I spent some serious time in this bad boy today getting ready to plant corn. With all the rain we have had, we are delayed by 3 weeks and there are still some fields we cannot get to yet. As is, in dry years we can hit the ground twice and then plant, but this year it is taking 3 times to break up the sod. The rain is just making the sod clump together! Still the sun is shining (finally) and we are cutting the sod and plugging corn seed into the ground as fast as we can.

Years ago, before we bought Ole Blue, we used to have to disc 24 hours a day just to get the crops in since we only had a 16 foot wide disc and a 140 horsepower tractor. Times have changed, but we also plant a lot more corn now and never stop milking cows (24/7/365)

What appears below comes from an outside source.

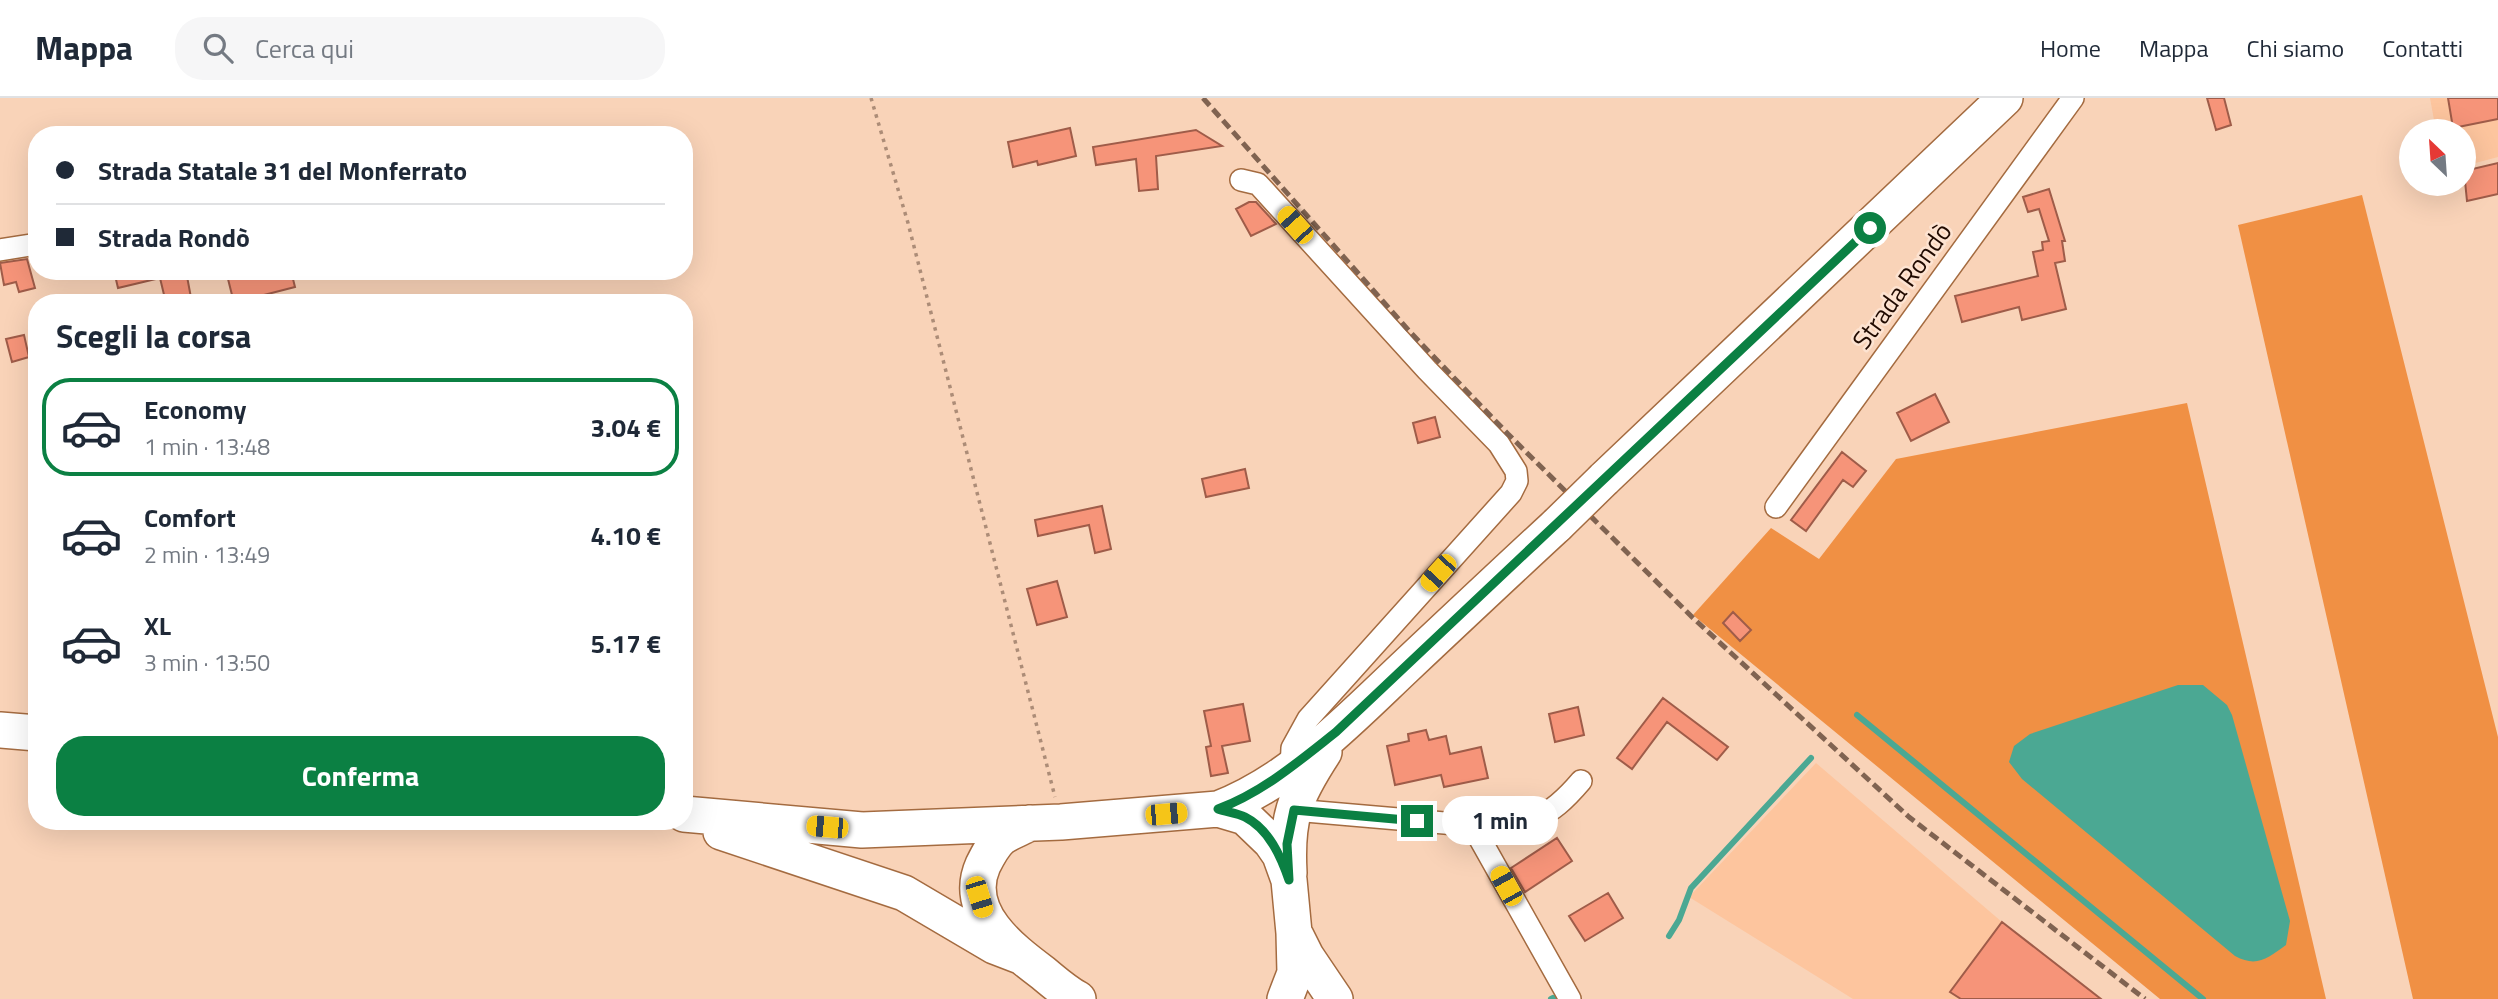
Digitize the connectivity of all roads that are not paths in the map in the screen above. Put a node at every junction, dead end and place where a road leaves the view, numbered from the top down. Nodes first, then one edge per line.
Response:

My farm is the last farm to be planted. We lease land as far as 33 miles away from the home farm in order to have enough land to feed our cows. Years ago it was the first, but we bought a new farm last year and now the old farm just contains heifers and calfs. Because I am so close to that (3 miles) this 72 day corn will be chopped in the dough for heifer feed. The milking cows will get the older corn, chopped in the dent.

When I took a shower tonight the tub looked like mud from all the dust, but I'll take a little dust and a view out of these windows over any corner office in a high rise any day. (been there, done that and it sucked!)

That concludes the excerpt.